国外镜像源某些镜像无法拉取，我们这里修改prometheus-operator，prometheus，alertmanager，kube-state-metrics，node-exporter，prometheus-adapter的镜像源为国内镜像源。我这里使用的是中科大的镜像源。

sed -i 's/quay.io/quay.mirrors.ustc.edu.cn/g' setup/prometheus-operator-deployment.yaml
sed -i 's/quay.io/quay.mirrors.ustc.edu.cn/g' prometheus-prometheus.yaml 
sed -i 's/quay.io/quay.mirrors.ustc.edu.cn/g' alertmanager-alertmanager.yaml
sed -i 's/quay.io/quay.mirrors.ustc.edu.cn/g' kube-state-metrics-deployment.yaml
sed -i 's/quay.io/quay.mirrors.ustc.edu.cn/g' node-exporter-daemonset.yaml
sed -i 's/quay.io/quay.mirrors.ustc.edu.cn/g' prometheus-adapter-deployment.yaml

修改类型为NodePort

为了可以从外部访问prometheus，alertmanager，grafana，我们这里修改promethes，alertmanager，grafana的service类型为NodePort类型。

修改prometheus的service

cat prometheus-service.yaml

输出：

apiVersion: v1
kind: Service
metadata:
  labels:
    prometheus: k8s
  name: prometheus-k8s
  namespace: monitoring
spec:
  type: NodePort # 新增
  ports:
  - name: web
    port: 9090
    targetPort: web
    nodePort: 30090 # 新增
  selector:
    app: prometheus
    prometheus: k8s
  sessionAffinity: ClientIP

修改alertmanager的service

cat alertmanager-service.yaml

输出：

apiVersion: v1
kind: Service
metadata:
  labels:
    alertmanager: main
  name: alertmanager-main
  namespace: monitoring
spec:
  type: NodePort # 新增
  ports:
  - name: web
    port: 9093
    targetPort: web
    nodePort: 30093 # 新增
  selector:
    alertmanager: main
    app: alertmanager
  sessionAffinity: ClientIP

修改grafana的service

cat grafana-service.yaml

输出：

apiVersion: v1
kind: Service
metadata:
  labels:
    app: grafana
  name: grafana
  namespace: monitoring
spec:
  type: NodePort # 新增
  ports:
  - name: http
    port: 3000
    targetPort: http
    nodePort: 32000 # 新增
  selector:
    app: grafana
  type: NodePort

修改副本数量

默认alertmanager副本数为3，prometheus副本数为2。

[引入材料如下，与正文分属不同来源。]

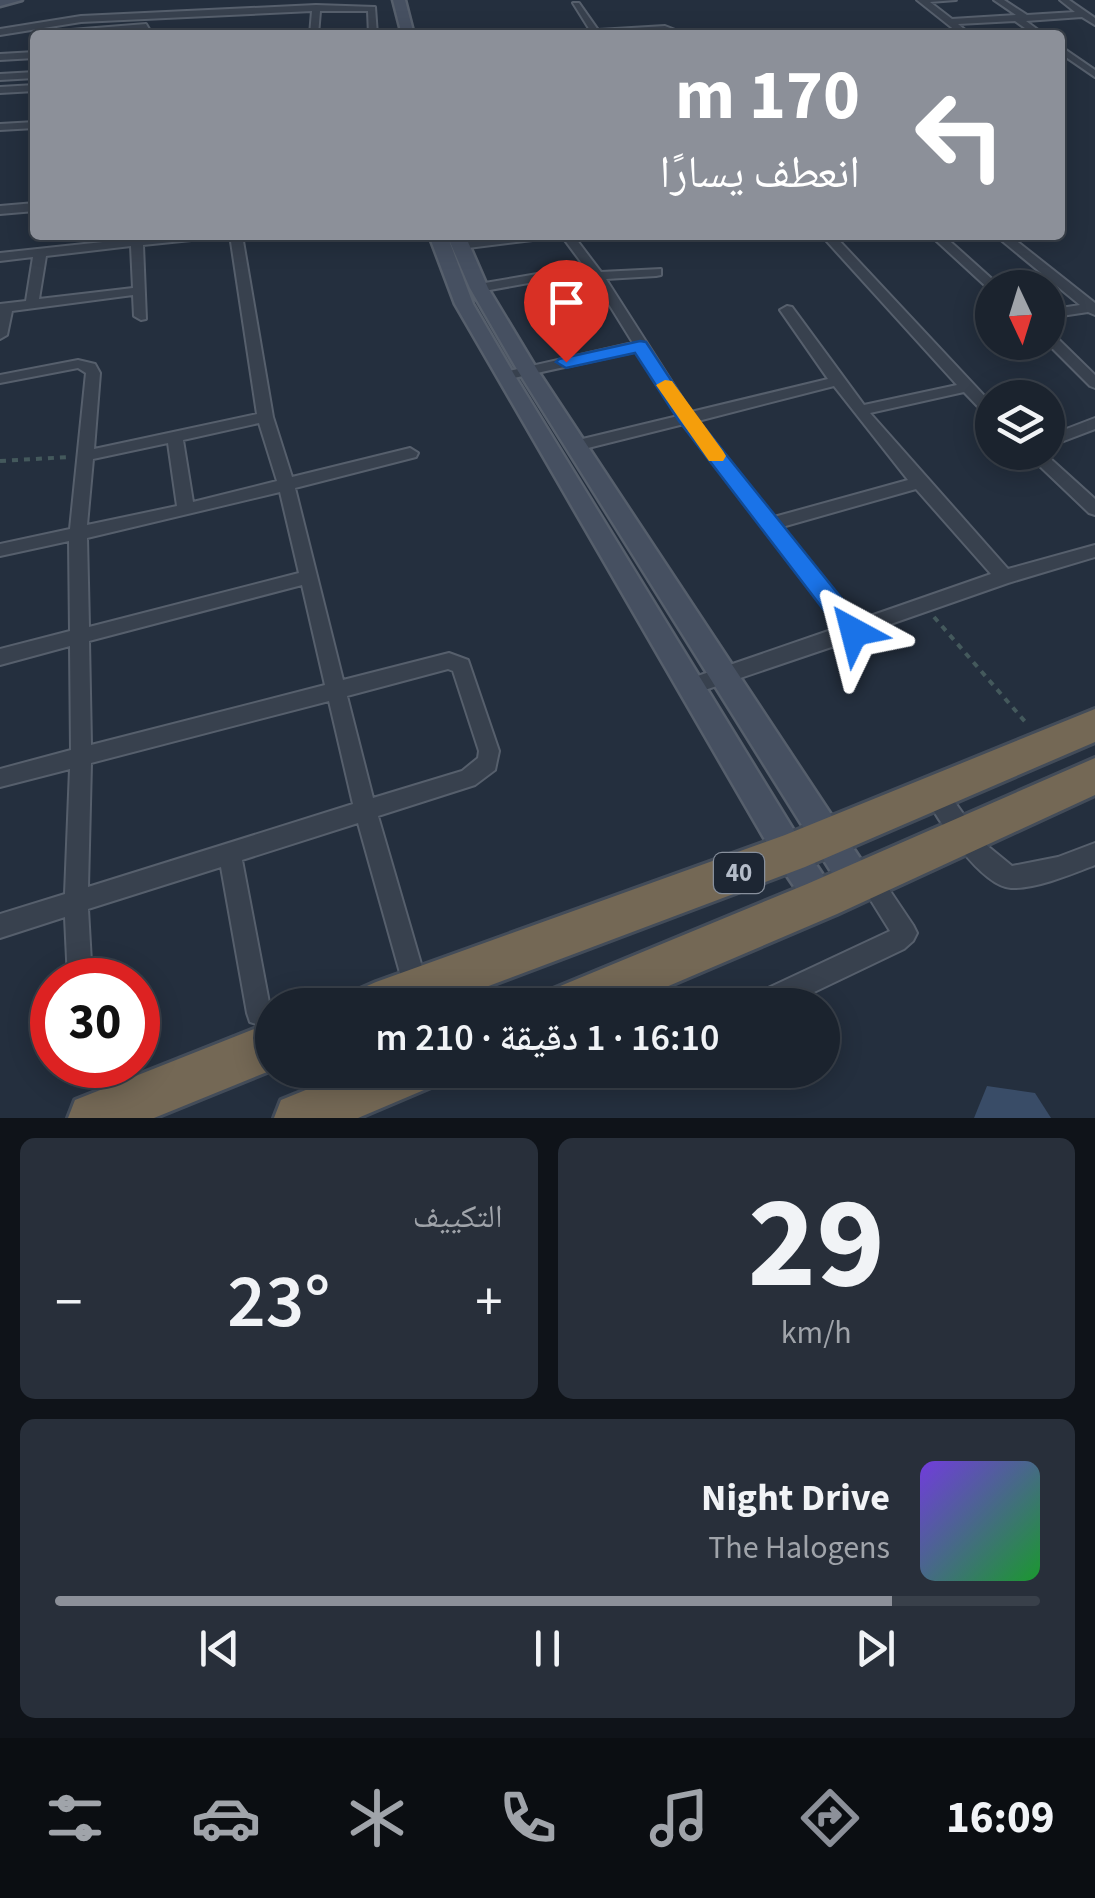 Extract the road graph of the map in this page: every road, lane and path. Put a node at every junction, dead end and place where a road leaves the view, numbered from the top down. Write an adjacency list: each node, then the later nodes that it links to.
1 (16, 0): 8 (main road)
2 (387, 0): 19 (main road)
3 (399, 0): 20 (main road)
4 (952, 0): 7 (street)
5 (998, 0): 13 (street)
6 (1064, 0): 11 (street)
7 (922, 1): 14 (street)
8 (0, 2)
9 (576, 5): 21 (street)
10 (316, 8): 12 (street); 17 (street); 18 (street)
11 (1083, 14): 13 (street); 15 (street)
12 (148, 15): 16 (street); 24 (street)
13 (1022, 18): 14 (street); 23 (street)
14 (951, 22): 22 (street)
15 (1095, 22)
16 (146, 30)
17 (314, 30)
18 (373, 30)
19 (393, 30)
20 (407, 30)
21 (594, 30)
22 (961, 30)
23 (1035, 30)
24 (0, 35): 25 (street)
25 (30, 36)
26 (30, 55): 28 (street)
27 (1095, 55): 29 (street)
28 (0, 57)
29 (1065, 57): 31 (street)
30 (30, 74): 32 (street)
31 (1095, 74)
32 (0, 77)
33 (30, 88): 34 (street)
34 (0, 90)
35 (30, 125): 36 (street)
36 (0, 127)
37 (30, 207): 38 (street)
38 (0, 210)
39 (155, 240): 47 (street)
40 (237, 240): 72 (street)
41 (451, 240): 64 (main road)
42 (452, 240): 53 (main road)
43 (572, 240): 51 (street)
44 (832, 240): 68 (street)
45 (942, 240): 50 (street)
46 (1007, 240): 57 (street)
47 (137, 242): 48 (street); 54 (street)
48 (40, 252): 49 (street); 55 (street)
49 (0, 256)
50 (976, 270)
51 (594, 272): 52 (street); 53 (street); 62 (street)
52 (656, 272)
53 (479, 288): 64 (main road)
54 (137, 291): 55 (street); 60 (street)
55 (32, 304): 56 (street)
56 (3, 307): 61 (street)
57 (1094, 309): 59 (street)
58 (787, 310): 66 (street)
59 (1065, 312)
60 (141, 316)
61 (0, 335)
62 (640, 346): 64 (street); 71 (street)
63 (1065, 354): 67 (street)
64 (517, 373): 76 (main road); 96 (main road)
65 (0, 378): 78 (street)
66 (837, 381): 70 (street); 71 (street)
67 (1095, 383)
68 (967, 388): 69 (street); 70 (street)
69 (975, 396)
70 (860, 411): 81 (street)
71 (686, 416): 76 (street); 85 (street)
72 (264, 417): 75 (street); 82 (street)
73 (1095, 423): 74 (street)
74 (1065, 435)
75 (175, 437): 78 (street); 84 (street)
76 (576, 446): 95 (main road)
77 (410, 453): 82 (street)
78 (84, 456): 79 (path); 86 (street)
79 (0, 461)
80 (1053, 470): 83 (street)
81 (918, 482): 85 (street); 90 (street)
82 (286, 484): 84 (street); 89 (street)
83 (1095, 508)
84 (186, 510): 86 (street)
85 (769, 524): 92 (street)
86 (78, 534): 87 (street); 93 (street)
87 (0, 550)
88 (1095, 551): 90 (street)
89 (308, 577): 93 (street); 97 (street)
90 (1004, 577): 91 (street)
91 (924, 606): 92 (street); 99 (path)
92 (854, 632): 95 (street)
93 (77, 637): 94 (street); 100 (street)
94 (0, 657)
95 (726, 676): 96 (street); 106 (main road)
96 (693, 686): 108 (main road)
97 (336, 691): 100 (street); 104 (street); 104 (street)
98 (1095, 724): 103 (highway, 40)
99 (1028, 725)
100 (81, 758): 102 (street); 111 (street)
101 (1095, 776): 105 (highway, 40)
102 (0, 778)
103 (932, 790): 105 (street); 106 (highway, 40)
104 (365, 810): 107 (street); 115 (street)
105 (965, 835): 109 (street); 110 (highway, 40)
106 (828, 836): 108 (highway, 40); 110 (main road)
107 (230, 853): 111 (street); 114 (street)
108 (790, 854): 110 (main road); 116 (highway, 40)
109 (1095, 854)
110 (849, 886): 117 (highway, 40); 118 (street)
111 (76, 900): 112 (street); 113 (street)
112 (0, 926)
113 (79, 958)
114 (257, 988)
115 (416, 988)
116 (442, 988)
117 (609, 988)
118 (796, 988)
119 (255, 1033): 120 (highway)
120 (160, 1063)
121 (371, 1088): 122 (highway)
122 (300, 1118)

这是官方基于高可用考虑的，由于我的服务器配置比较差，开这么副本比较浪费性能。

因此需要将副本数，统一改为1

修改alertmanager

vi alertmanager-alertmanager.yaml

将 replicas: 3，改为replicas: 1

修改prometheus

vi prometheus-prometheus.yaml

将 replicas: 2，改为replicas: 1

安装kube-prometheus并确认状态

安装CRD和prometheus-operator

kubectl apply -f setup/

下载prometheus-operator镜像需要花费几分钟，这里等待几分钟，直到prometheus-operator变成running状态

kubectl get pod -n monitoring

输出：

NAME                                   READY   STATUS    RESTARTS   AGE
prometheus-operator-5d96f4f876-tjgmp   2/2     Running   0          35m

安装prometheus, alertmanager, grafana, kube-state-metrics, node-exporter等资源

kubectl apply -f .

下载镜像比较花费时间，可以先去泡杯咖啡，等上半小时再回来，然后查看命名空间monitoring下面的pod状态，直到monitoring命名空间下所有pod都变为running状态，就大功告成了。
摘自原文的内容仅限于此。